Peer-to-Peer Topology

Peer-to-peer applications don't necessarily abolish the central server completely. In fact, there are a variety of peer-to-peer designs. Some are considered "pure" peer-to-peer, and don't include any central components, while others are hybrid designs.

Peer-to-Peer with a Discovery Server

One of the most common peer-to-peer compromises involves a discovery server, which is a repository that lists all the connected peers. Often, a discovery server maps user names to peer connectivity information such as an IP address. When users start the application, they're logged in and added to the registry. After this point, they must periodically contact the discovery server to confirm that they're logged in and that their connection information hasn't changed.

There is more than one way for peers to use the information in a discovery server. In a simple application, peers may simply download a list of nearby users and contact them directly with future requests. However, it's also possible that the peer will need to communicate with a specific user (for example, in the case of a chat application). In this scenario, the discovery server can be structured to allow peer lookups by name, e-mail address, or some other fixed unique identifier. The peer interaction works like this:

The peer contacts the discovery server with a request to find the contact information for a specific user (for example, someone@somewhere.com).
The discovery server returns the user's IP address and port information.
The peer contacts the desired user directly.

This approach is also known as brokered or mediated peer-to-peer because the discovery server plays a central role in facilitating user interaction.

Note

This approach is much easier to scale than a pure peer-to-peer model. Although pure peer-to-peer models can be made efficient and scalable, the "plumbing" code is significantly more difficult. If you can rely on a discovery server in your applications, it will greatly simplify most solutions.

Peer-to-Peer with a Coordination Server

Some peer-to-peer applications benefit from a little more help on the server side. These applications combine peer-to-peer interaction with a central component that not only contains peer lookup information, but also includes some application-specific logic.

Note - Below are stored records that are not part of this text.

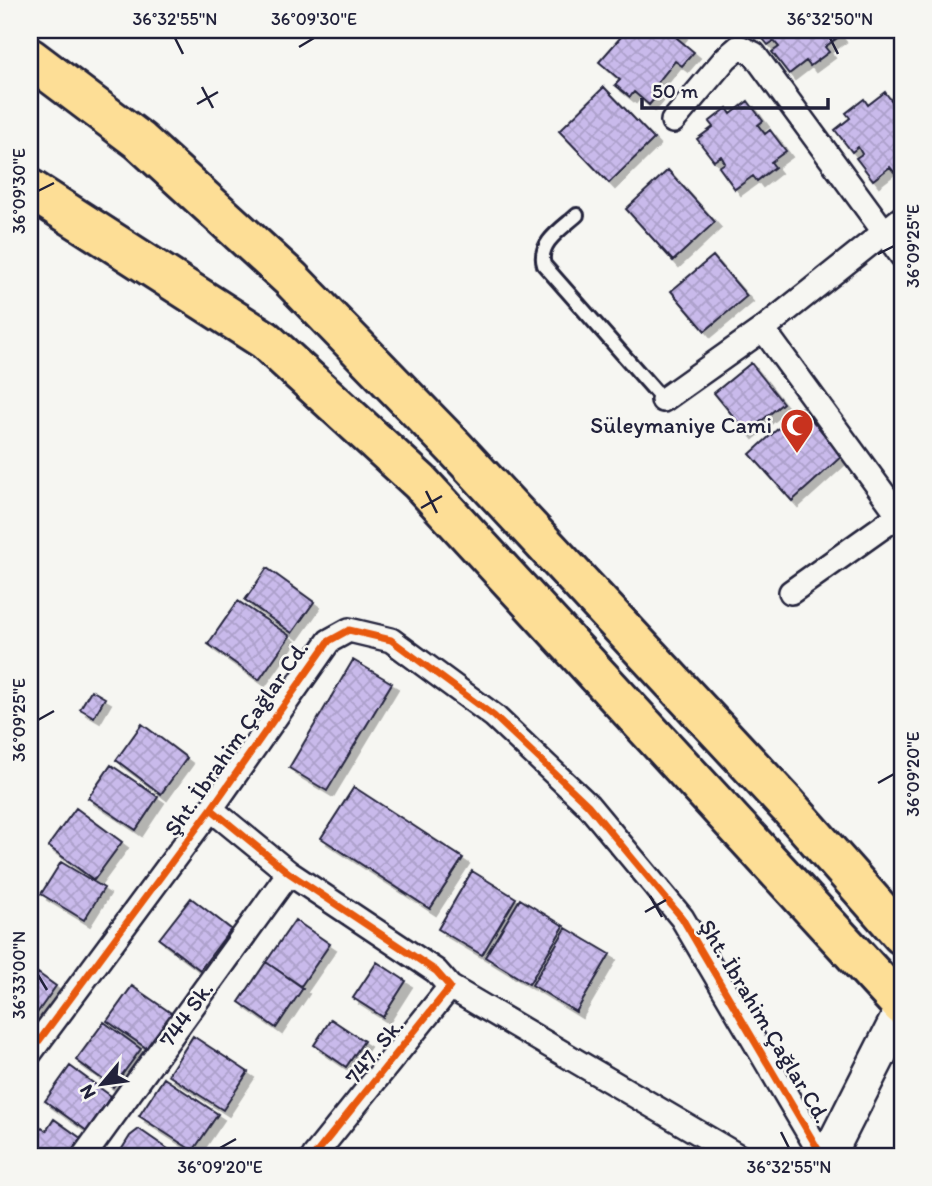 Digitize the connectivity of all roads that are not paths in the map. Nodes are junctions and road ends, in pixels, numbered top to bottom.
1 (30, 58) edge
2 (673, 121) dead end
3 (30, 189) edge
4 (577, 215) dead end
5 (902, 218) edge
6 (884, 232) junction
7 (902, 256) edge
8 (763, 328) junction
9 (663, 400) joint
10 (901, 514) edge
11 (791, 592) dead end
12 (211, 809) junction
13 (289, 873) junction
14 (897, 921) edge
15 (443, 979) junction
16 (902, 1008) edge
17 (30, 1053) edge
18 (84, 1156) edge
19 (314, 1156) edge
20 (738, 1156) edge
21 (822, 1156) edge
22 (828, 1156) edge

1 - 14 highway
2 - 6 street
3 - 16 highway
4 - 9 lane
5 - 6 street
6 - 7 street
6 - 8 street
8 - 9 street
8 - 10 street
10 - 11 street
12 - 13 street
12 - 17 street, Şht. İbrahim Çağlar Cd.
12 - 21 street, Şht. İbrahim Çağlar Cd.
13 - 15 street
13 - 18 street, 744 Sk.
15 - 19 street, 747. Sk.
15 - 20 street
16 - 22 street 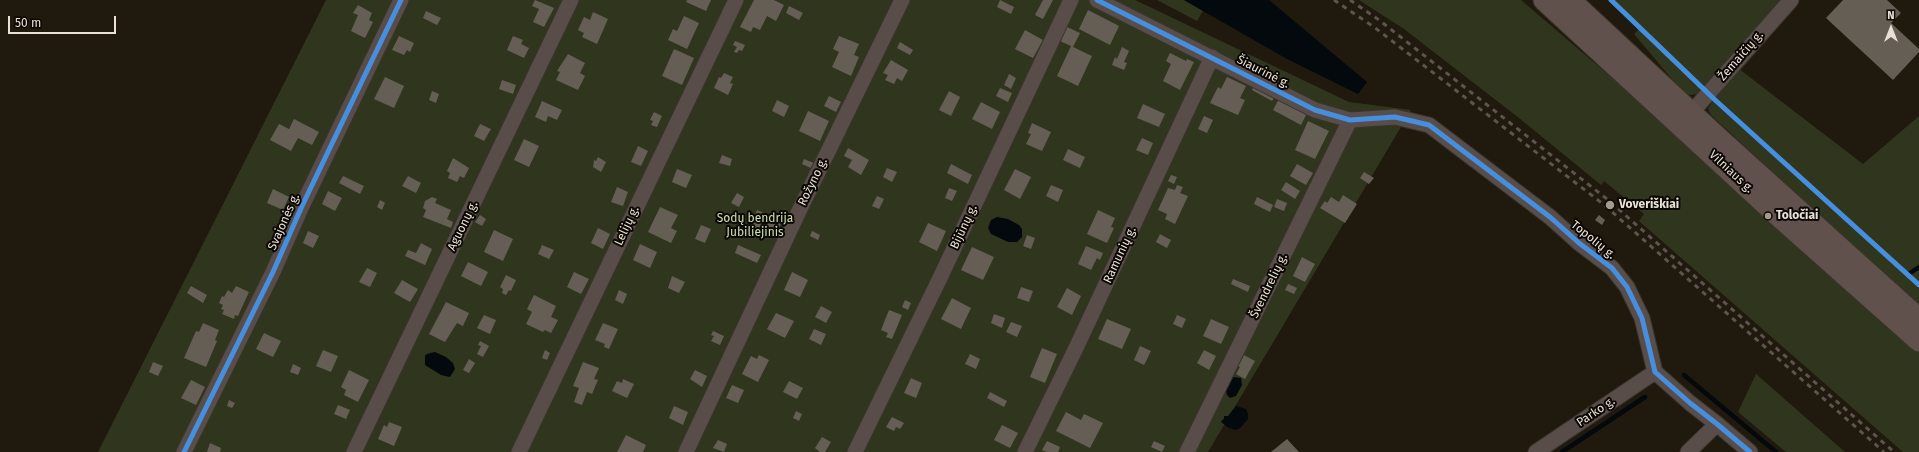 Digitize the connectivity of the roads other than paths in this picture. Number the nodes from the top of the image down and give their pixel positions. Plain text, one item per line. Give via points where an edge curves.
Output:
1 (401, 0) edge
2 (571, 0) edge
3 (736, 0) edge
4 (902, 0) edge
5 (1071, 0) edge
6 (1097, 0) edge
7 (1544, 0) edge
8 (1570, 0) edge
9 (1791, 0) edge
10 (1212, 57) junction
11 (1692, 113) junction
12 (1350, 120) junction
13 (1429, 125) joint
14 (1919, 319) edge
15 (1919, 341) edge
16 (1655, 372) junction
17 (1717, 424) junction
18 (184, 452) edge
19 (354, 452) edge
20 (519, 452) edge
21 (686, 452) edge
22 (855, 452) edge
23 (1025, 452) edge
24 (1186, 452) edge
25 (1536, 452) edge
26 (1688, 452) edge
27 (1750, 452) edge

1 - 18 street, Svajonės g. via 273,272
2 - 19 street, Aguonų g.
3 - 20 street, Lelijų g.
4 - 21 street, Rožyno g.
5 - 22 street, Bijūnų g.
6 - 10 street, Šiaurinė g.
7 - 15 highway, Vilniaus g. via 1774,212
8 - 11 highway, Vilniaus g.
9 - 11 street, Žemaičių g.
10 - 12 street, Šiaurinė g. via 1315,110
10 - 23 street, Ramunių g.
11 - 14 highway, Vilniaus g.
12 - 13 street, Šiaurinė g. via 1395,117
12 - 24 street, Švendrelių g.
13 - 16 street, Topolių g. via 1550,217 1612,268 1627,287 1642,318
16 - 17 street via 1690,404
16 - 25 street, Parko g.
17 - 26 street
17 - 27 street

One example is Napster, which uses a central discovery and lookup server. In this system, peers register their available resources at periodic intervals. If a user needs to find a specific resource, the user queries the lookup server, which will then return a list of peers that have the desired resource. This helps to reduce network traffic and ensures that the peers don't waste time communicating if they have nothing to offer each other. The file-transfer itself is still peer-to-peer. This blend of peer-to-peer and traditional application design can greatly improve performance. By using a centralized server intelligently for a few critical tasks, network traffic can be reduced dramatically.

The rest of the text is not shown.